Esse é o elenco ou pelos menos o primeiro time, a linha de frente, a constelação de astros de primeira grandeza que abrilhantam o espetáculo em cartaz no momento. Não tem sido o sucesso de bilheteria e público que foram alguns anteriores, mas vai se segurando na mídia. Mais ou menos como os anteriores, o enredo é cheio de mistérios, intrigas, suspenses. O homem da parte da tarde contou uma história completamente diferente da do homem da parte da manhã. A tarde foi temperada com umas pitadas de turbação psicológica, com o homem dizendo que havia mandado um e-mail ao outro, mas tudo havia acontecido quando ele havia sido acometido por uma perturbação dos sentidos. Aí chegou a vez da grande revelação do espetáculo, o Sr. Luiz Sergio. Eis que, demonstrando perspicácia, argúcia, contundência, sagacidade, acuidade ou seja lá o que se queira, o Sr. Sergio identificou um detalhe da mais alta relevância exatamente na troca de e-mails entre os dois inquiridos do dia, E, então, sem qualquer condescendência, complacência ou comiseração, alfinetou o Sr. Aparecido: “Observei que todos os e-mails trocados entre os senhores sempre terminam da mesma maneira: com as letras sds. Isso não lhe parece uma espécie de sigla ou mensagem cifrada? O senhor poderia explicar o significado? E o inquirido, então, respondeu: “Que eu saiba, quer dizer “saudações”, deputado”.

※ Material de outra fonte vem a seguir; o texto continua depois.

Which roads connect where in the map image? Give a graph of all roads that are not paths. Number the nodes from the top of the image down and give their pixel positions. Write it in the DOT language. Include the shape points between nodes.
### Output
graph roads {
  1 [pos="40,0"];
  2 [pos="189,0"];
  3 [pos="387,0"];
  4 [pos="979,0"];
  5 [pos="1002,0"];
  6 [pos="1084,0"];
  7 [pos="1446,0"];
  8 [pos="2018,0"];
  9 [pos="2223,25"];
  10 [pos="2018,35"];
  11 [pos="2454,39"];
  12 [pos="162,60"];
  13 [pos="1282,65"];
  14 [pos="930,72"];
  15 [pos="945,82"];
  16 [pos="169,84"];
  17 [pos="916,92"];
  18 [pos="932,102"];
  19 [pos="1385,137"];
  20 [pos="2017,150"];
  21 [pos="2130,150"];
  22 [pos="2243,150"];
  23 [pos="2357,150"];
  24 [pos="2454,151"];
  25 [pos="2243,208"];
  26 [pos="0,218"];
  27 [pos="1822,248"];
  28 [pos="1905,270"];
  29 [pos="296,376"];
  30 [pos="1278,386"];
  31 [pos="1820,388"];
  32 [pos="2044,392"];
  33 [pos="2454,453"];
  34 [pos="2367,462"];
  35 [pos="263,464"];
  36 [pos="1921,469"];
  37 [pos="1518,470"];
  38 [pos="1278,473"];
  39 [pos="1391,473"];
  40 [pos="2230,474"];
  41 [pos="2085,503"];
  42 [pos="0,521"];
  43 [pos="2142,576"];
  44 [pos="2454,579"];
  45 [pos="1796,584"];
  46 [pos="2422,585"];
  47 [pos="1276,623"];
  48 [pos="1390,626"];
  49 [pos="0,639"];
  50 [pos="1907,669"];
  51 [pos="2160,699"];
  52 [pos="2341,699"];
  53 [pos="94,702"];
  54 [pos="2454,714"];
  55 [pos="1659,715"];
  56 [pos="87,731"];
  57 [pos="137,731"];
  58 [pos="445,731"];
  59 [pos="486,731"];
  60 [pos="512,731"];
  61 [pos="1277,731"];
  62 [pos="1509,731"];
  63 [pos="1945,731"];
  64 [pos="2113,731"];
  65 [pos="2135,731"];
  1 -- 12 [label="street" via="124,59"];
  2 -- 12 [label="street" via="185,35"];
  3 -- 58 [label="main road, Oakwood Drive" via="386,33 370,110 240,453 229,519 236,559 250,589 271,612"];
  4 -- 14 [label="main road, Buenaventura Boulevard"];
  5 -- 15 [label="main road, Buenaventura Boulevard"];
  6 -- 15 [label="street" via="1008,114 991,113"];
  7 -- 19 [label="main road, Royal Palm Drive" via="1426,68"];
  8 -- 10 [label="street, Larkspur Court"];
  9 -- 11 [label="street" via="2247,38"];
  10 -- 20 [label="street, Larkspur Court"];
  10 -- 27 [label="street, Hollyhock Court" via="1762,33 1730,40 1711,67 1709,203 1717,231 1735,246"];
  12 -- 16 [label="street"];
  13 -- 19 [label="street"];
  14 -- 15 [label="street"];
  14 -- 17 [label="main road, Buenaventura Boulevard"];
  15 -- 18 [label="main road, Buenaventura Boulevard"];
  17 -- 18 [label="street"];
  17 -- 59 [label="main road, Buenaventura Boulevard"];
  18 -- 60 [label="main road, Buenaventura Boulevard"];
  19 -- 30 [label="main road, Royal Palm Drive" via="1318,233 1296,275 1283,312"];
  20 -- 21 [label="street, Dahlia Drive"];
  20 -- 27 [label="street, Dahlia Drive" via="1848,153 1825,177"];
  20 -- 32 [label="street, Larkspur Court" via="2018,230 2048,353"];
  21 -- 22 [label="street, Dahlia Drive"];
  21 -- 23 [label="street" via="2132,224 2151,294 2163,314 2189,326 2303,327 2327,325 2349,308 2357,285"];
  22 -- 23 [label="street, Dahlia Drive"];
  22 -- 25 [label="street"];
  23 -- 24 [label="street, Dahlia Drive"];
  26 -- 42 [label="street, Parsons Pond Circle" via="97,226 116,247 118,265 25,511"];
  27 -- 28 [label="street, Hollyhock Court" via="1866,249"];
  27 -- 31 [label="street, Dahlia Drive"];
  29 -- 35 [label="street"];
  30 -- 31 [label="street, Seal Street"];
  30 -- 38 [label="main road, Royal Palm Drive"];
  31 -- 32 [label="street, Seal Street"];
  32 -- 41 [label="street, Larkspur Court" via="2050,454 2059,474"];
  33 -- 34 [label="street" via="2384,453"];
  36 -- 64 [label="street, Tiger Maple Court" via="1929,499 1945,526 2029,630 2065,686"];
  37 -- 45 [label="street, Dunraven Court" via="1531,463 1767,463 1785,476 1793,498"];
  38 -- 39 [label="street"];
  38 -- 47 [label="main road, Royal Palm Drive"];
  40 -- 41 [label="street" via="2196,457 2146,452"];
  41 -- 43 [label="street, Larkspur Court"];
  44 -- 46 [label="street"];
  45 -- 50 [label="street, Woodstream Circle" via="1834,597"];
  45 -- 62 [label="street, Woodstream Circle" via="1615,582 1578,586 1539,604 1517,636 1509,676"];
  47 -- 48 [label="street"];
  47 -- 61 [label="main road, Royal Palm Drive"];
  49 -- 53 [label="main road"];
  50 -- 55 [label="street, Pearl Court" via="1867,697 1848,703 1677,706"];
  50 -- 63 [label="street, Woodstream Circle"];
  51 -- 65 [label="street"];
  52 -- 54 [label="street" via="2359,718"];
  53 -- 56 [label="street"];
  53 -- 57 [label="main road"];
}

No tempo da TV em preto e branco havia uma série muito engraçada que tinha como personagem principal um detetive trapalhão chamado Maxwell Smart, o Agente 86. A sagacidade do ilustre relator da interessantíssima CPI só pode ter sido inspirada naquele destemido defensor do mundo livre. E foi aí que me deu uma saudade danada dos tempos da televisão sem cores. Não só por causa do Agente 86, mas, também porque, com a TV em preto e branco, não haveria o risco de aparecer na tela a cara vermelha de alguém com vergonha. Mas, sabem, mais tarde eu vi um pouco daquilo pela televisão moderna e colorida e não tinha ninguém de cara vermelha por lá, não. Ainda bem. Essa história de saudade não é boa, não, Atrasa a vida da gente. E eu ando achando que essa tal vergonha na cara é meio parecida com abotoadura, camisa de punho duplo, Karman-Ghia. “Como é que é, tio?